The invention relates to a spiral inductor with a multi-trace structure, comprising a spiral conductive trace with multiple turns. The outermost turn and the innermost turn of the spiral conductive trace have a first end and a second end, respectively. If the first end of the outermost turn of the spiral conductive trace is connected to the ground, there is an additional spiral conductive trace with a single turn located inside the innermost turn of the spiral conductive trace and electrically connected in parallel to the outermost turn of the spiral conductive trace. Additionally, if the second end of the innermost turn of the spiral conductive trace is connected to ground, an additional spiral conductive trace with a single turn is located outside the outermost turn of the spiral conductive trace and electrically connected in parallel to the innermost turn of the spiral conductive trace. That is, the additional spiral conductive trace with a single turn and the grounding end of the turn of the spiral conductive trace are located inside and outside the spiral conductive trace with multiple turns, respectively, or located outside and inside the spiral conductive trace with multiple turns, respectively.

Referring to FIGS. 2A to 2C, in which FIG. 2A is a plan view of an embodiment of a spiral inductor with a multi-trace structure, FIG. 2B is a cross section along 2B-2B′ line shown in FIG. 2A and FIG. 2C is a cross section along 2C-2C′ line shown in FIG. 2A.

The spiral inductor comprises a spiral conductive trace 201 with multiple turns embedded in an insulating layer, at least one spiral conductive trace 203 with a single turn and connecting traces 207 and 211, in which the insulating layer is disposed on a substrate 200. The substrate 200 may include a silicon substrate or other well-known semiconductor substrate. The substrate 200 may include various elements, such as transistors, resistors, or other well-known semiconductor elements. Moreover, the substrate 200 may also include other conductive layers (e.g. copper, aluminum, or alloy thereof) and insulating layers (e.g. silicon oxide, silicon nitride, or low-k dielectric material). Hereinafter, to simplify the diagram, only a flat substrate is depicted.

In this embodiment, the insulating layer may comprise dielectric layers 202 and 204 successively disposed on the substrate 200. The dielectric layers 202 and 204 may include silicon oxide, silicon nitride, or low-k dielectric material.
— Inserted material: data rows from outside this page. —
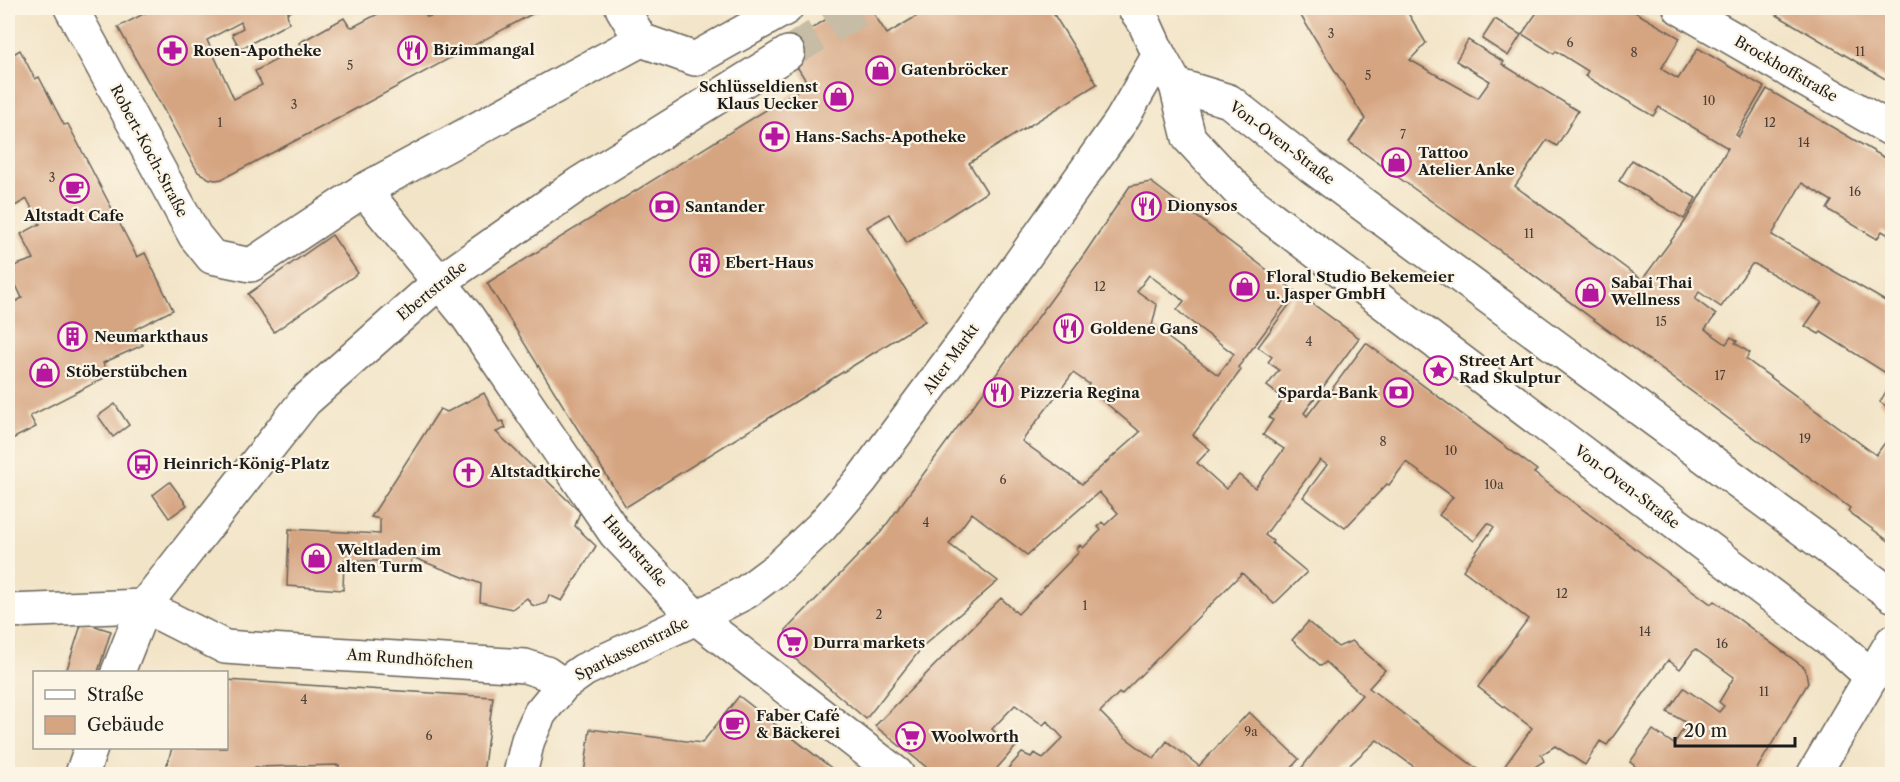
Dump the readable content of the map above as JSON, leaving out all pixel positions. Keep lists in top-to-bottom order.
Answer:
{
  "streets": {
    "street": [
      "Brockhoffstraße",
      "Von-Oven-Straße",
      "Robert-Koch-Straße",
      "Ebertstraße",
      "Alter Markt",
      "Hauptstraße",
      "Sparkassenstraße",
      "Am Rundhöfchen"
    ]
  },
  "crossings": [
    ["Robert-Koch-Straße", "Hauptstraße"],
    ["Ebertstraße", "Hauptstraße"],
    ["Ebertstraße", "Am Rundhöfchen"],
    ["Alter Markt", "Hauptstraße"],
    ["Alter Markt", "Sparkassenstraße"],
    ["Hauptstraße", "Sparkassenstraße"],
    ["Sparkassenstraße", "Am Rundhöfchen"]
  ],
  "places": {
    "restaurant": [
      "Bizimmangal",
      "Dionysos",
      "Goldene Gans",
      "Pizzeria Regina"
    ],
    "pharmacy": ["Rosen-Apotheke", "Hans-Sachs-Apotheke"],
    "shop": [
      "Gatenbröcker",
      "Schlüsseldienst Klaus Uecker",
      "Tattoo Atelier Anke",
      "Floral Studio Bekemeier u. Jasper GmbH",
      "Sabai Thai Wellness",
      "Stöberstübchen",
      "Weltladen im alten Turm"
    ],
    "cafe": ["Altstadt Cafe", "Faber Café & Bäckerei"],
    "bank": ["Santander", "Sparda-Bank"],
    "building": ["Ebert-Haus", "Neumarkthaus"],
    "place": ["Street Art Rad Skulptur"],
    "bus stop": ["Heinrich-König-Platz"],
    "church": ["Altstadtkirche"],
    "supermarket": ["Durra markets", "Woolworth"]
  },
  "house_numbers": [
    "3",
    "6",
    "11",
    "8",
    "5",
    "5",
    "10",
    "3",
    "1",
    "12",
    "7",
    "14",
    "3",
    "16",
    "11",
    "12",
    "15",
    "4",
    "17",
    "19",
    "8",
    "10",
    "6",
    "10a",
    "4",
    "12",
    "1",
    "2",
    "14",
    "16",
    "11",
    "4",
    "9a",
    "6"
  ],
  "legend": ["Straße", "Gebäude"],
  "scale_bar": "20 m"
}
The spiral conductive trace 201 with multiple turns is embedded in the dielectric layer 204 and may comprise, for example, three turns. The spiral conductive trace 201 with multiple turns may be circular, rectangular, hexagonal, octagonal or polygonal. Hereinafter, only an exemplary octagonal spiral conductive trace is depicted. The outermost turn and the innermost turn of the spiral conductive trace 201 with multiple turns have a first end 10 and a second end 20, respectively, in which a signal output/input trace 209 is located at the first end 10 to serve as a signal output/input terminal. Moreover, the spiral conductive trace 201 with multiple turns has a line width S and may comprise copper, aluminum or alloy thereof.

The second end 20 of the innermost turn of the spiral conductive trace 201 with multiple turns is connected to ground. Since the grounding second end 20 belongs the innermost turn of the spiral conductive trace 201 with multiple turns, there is a spiral conductive trace 203 with a single turn disposed outside the outermost turn of the spiral conductive trace 201 with multiple turns, and the spiral conductive trace 203 with a single turn is electrically connected in parallel to the innermost turn of the spiral conductive trace 201 with multiple turns.
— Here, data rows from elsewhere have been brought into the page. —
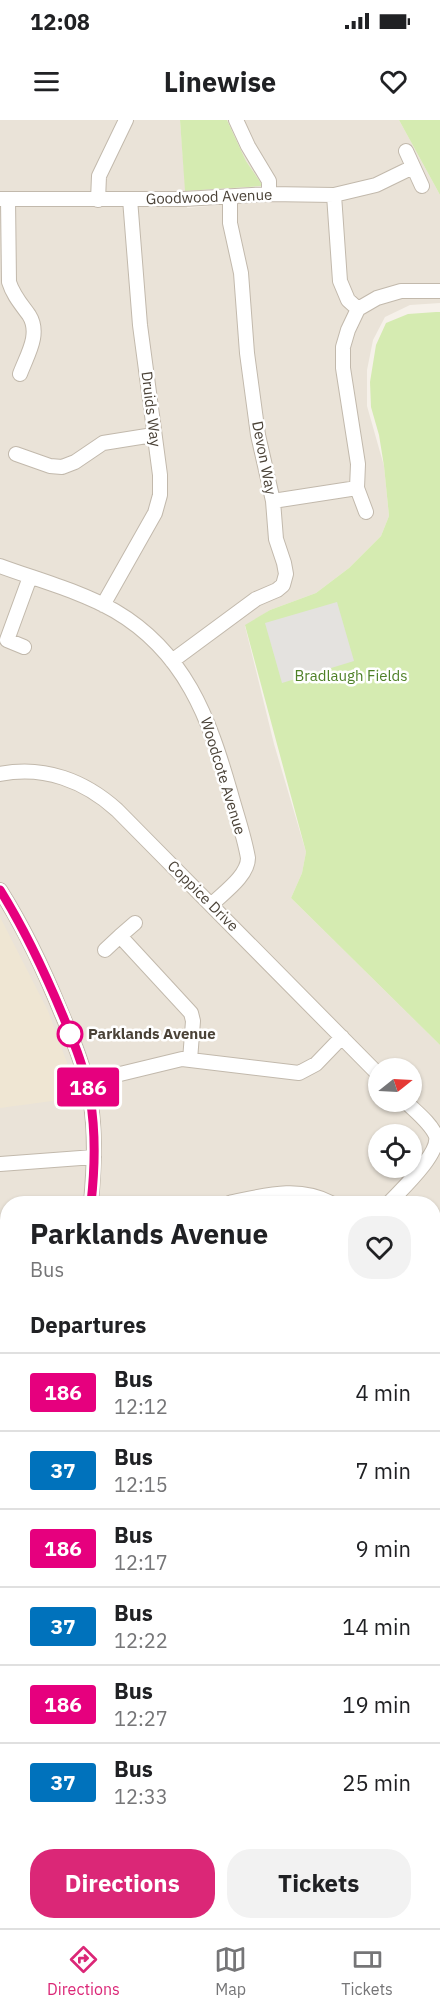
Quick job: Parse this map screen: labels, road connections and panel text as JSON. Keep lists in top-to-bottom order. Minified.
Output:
{"streets":{"street":["Goodwood Avenue","Druids Way","Devon Way","Woodcote Avenue","Coppice Drive"]},"crossings":[["Goodwood Avenue","Druids Way"],["Goodwood Avenue","Devon Way"],["Druids Way","Woodcote Avenue"],["Devon Way","Woodcote Avenue"],["Woodcote Avenue","Coppice Drive"]],"parks":["Bradlaugh Fields"],"places":["Parklands Avenue"],"lines":["bus line 186"],"north":"right","page":{"status":"12:08","header":"Linewise","on_map":"186","heading":[["Parklands Avenue","Bus"],"Departures"],"list":[{"mark":"186","name":"Bus","note":"12:12","value":"4 min"},{"mark":"37","name":"Bus","note":"12:15","value":"7 min"},{"mark":"186","name":"Bus","note":"12:17","value":"9 min"},{"mark":"37","name":"Bus","note":"12:22","value":"14 min"},{"mark":"186","name":"Bus","note":"12:27","value":"19 min"},{"mark":"37","name":"Bus","note":"12:33","value":"25 min"}],"buttons":["Directions","Tickets"],"tabs":["Directions","Map","Tickets"]}}
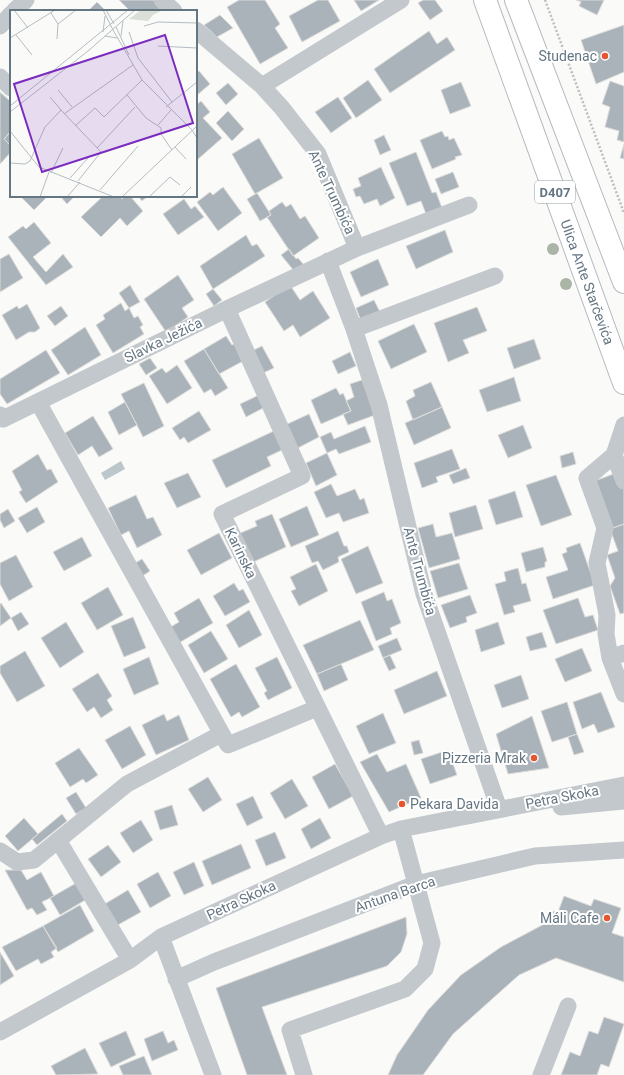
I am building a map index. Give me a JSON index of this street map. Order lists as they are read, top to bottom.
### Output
{
  "streets": {
    "main road": ["D407", "Ulica Ante Starčevića"],
    "street": [
      "Ante Trumbića",
      "Slavka Ježića",
      "Karinska",
      "Petra Skoka",
      "Antuna Barca"
    ]
  },
  "crossings": [
    ["Ante Trumbića", "Slavka Ježića"],
    ["Ante Trumbića", "Petra Skoka"],
    ["Slavka Ježića", "Karinska"],
    ["Karinska", "Petra Skoka"]
  ],
  "places": [
    "Studenac",
    "Pizzeria Mrak",
    "Pekara Davida",
    "Máli Cafe"
  ]
}
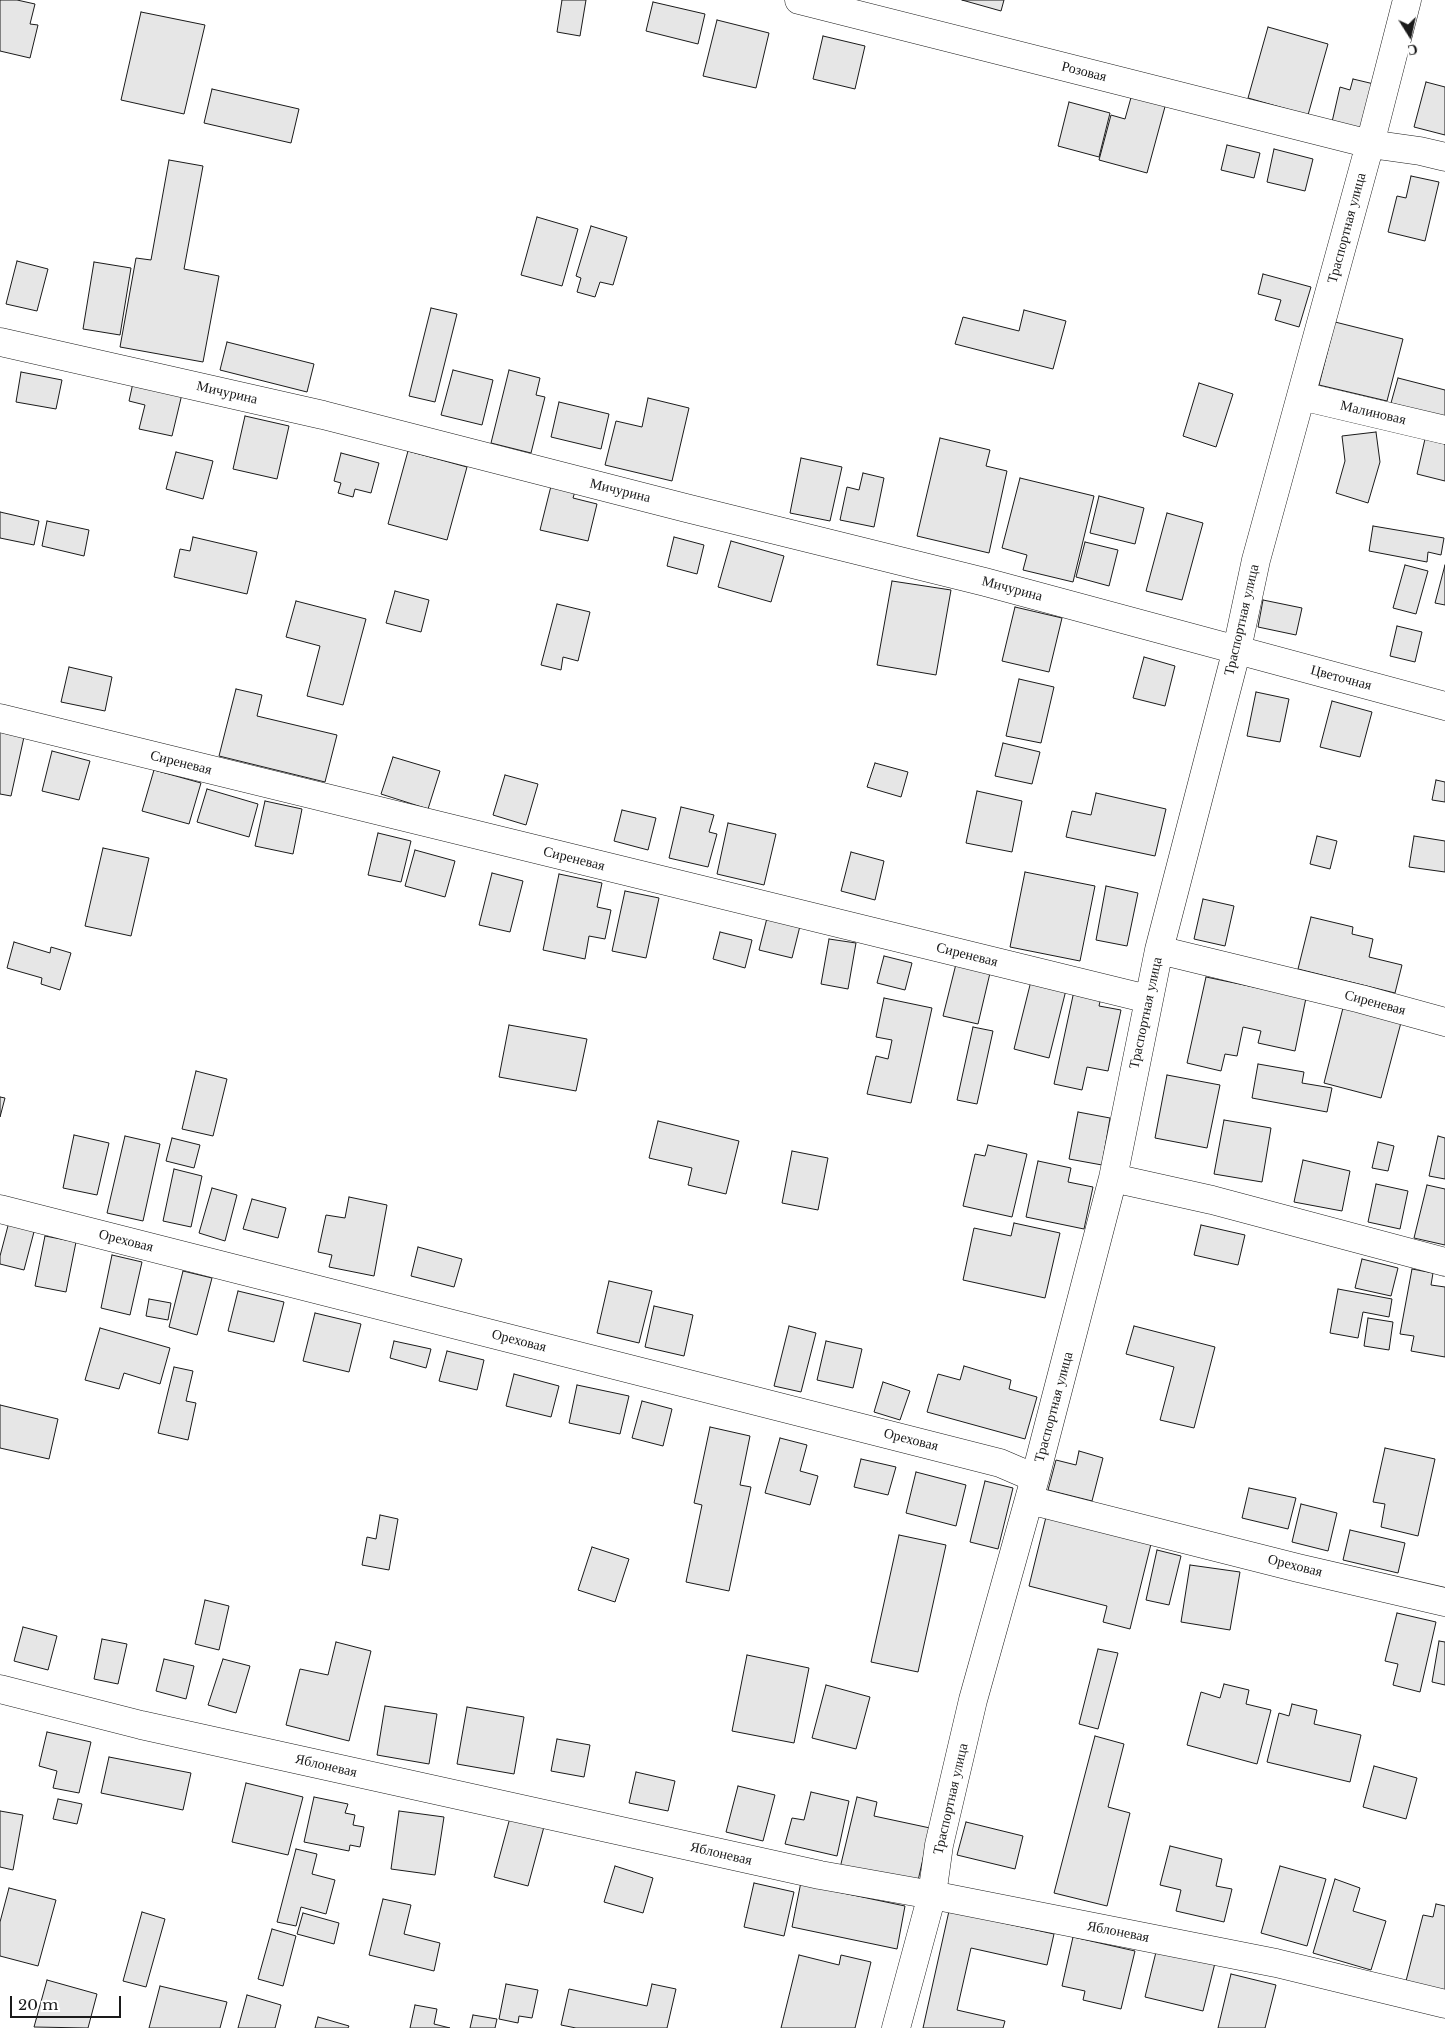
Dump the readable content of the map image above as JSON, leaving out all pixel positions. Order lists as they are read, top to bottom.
{
  "streets": {
    "street": [
      "Розовая",
      "Траспортная улица",
      "Мичурина",
      "Малиновая",
      "Цветочная",
      "Сиреневая",
      "Ореховая",
      "Яблоневая"
    ]
  },
  "crossings": [
    ["Розовая", "Траспортная улица"],
    ["Траспортная улица", "Мичурина"],
    ["Траспортная улица", "Малиновая"],
    ["Траспортная улица", "Цветочная"],
    ["Траспортная улица", "Сиреневая"],
    ["Траспортная улица", "Ореховая"],
    ["Траспортная улица", "Яблоневая"],
    ["Мичурина", "Цветочная"]
  ],
  "scale_bar": "20 m",
  "north": "bottom"
}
The spiral conductive trace 203 with a single turn is embedded in the insulating layer 204 and located outside the outermost turn of the spiral conductive trace 201 with multiple turns. That is, the spiral conductive trace 203 with a single turn is substantially parallel to and surrounds the spiral conductive trace 201 with multiple turns.

The spiral conductive trace 203 with a single turn has a first end 30 and a second end 40, wherein the second end 40 corresponds to the second end 20 of the spiral conductive trace 201 with multiple turns. Moreover, a signal output/input trace 205 is located at the second end 40 of the spiral conductive trace 203 with a single turn to serve as a signal output/input terminal. In this embodiment, the signal output/input trace 205 is connected to ground. The spiral conductive trace 203 with a single turn has a line width substantially the same as the line width S of the spiral conductive trace 201 with multiple turns and may comprise copper, aluminum or alloy thereof.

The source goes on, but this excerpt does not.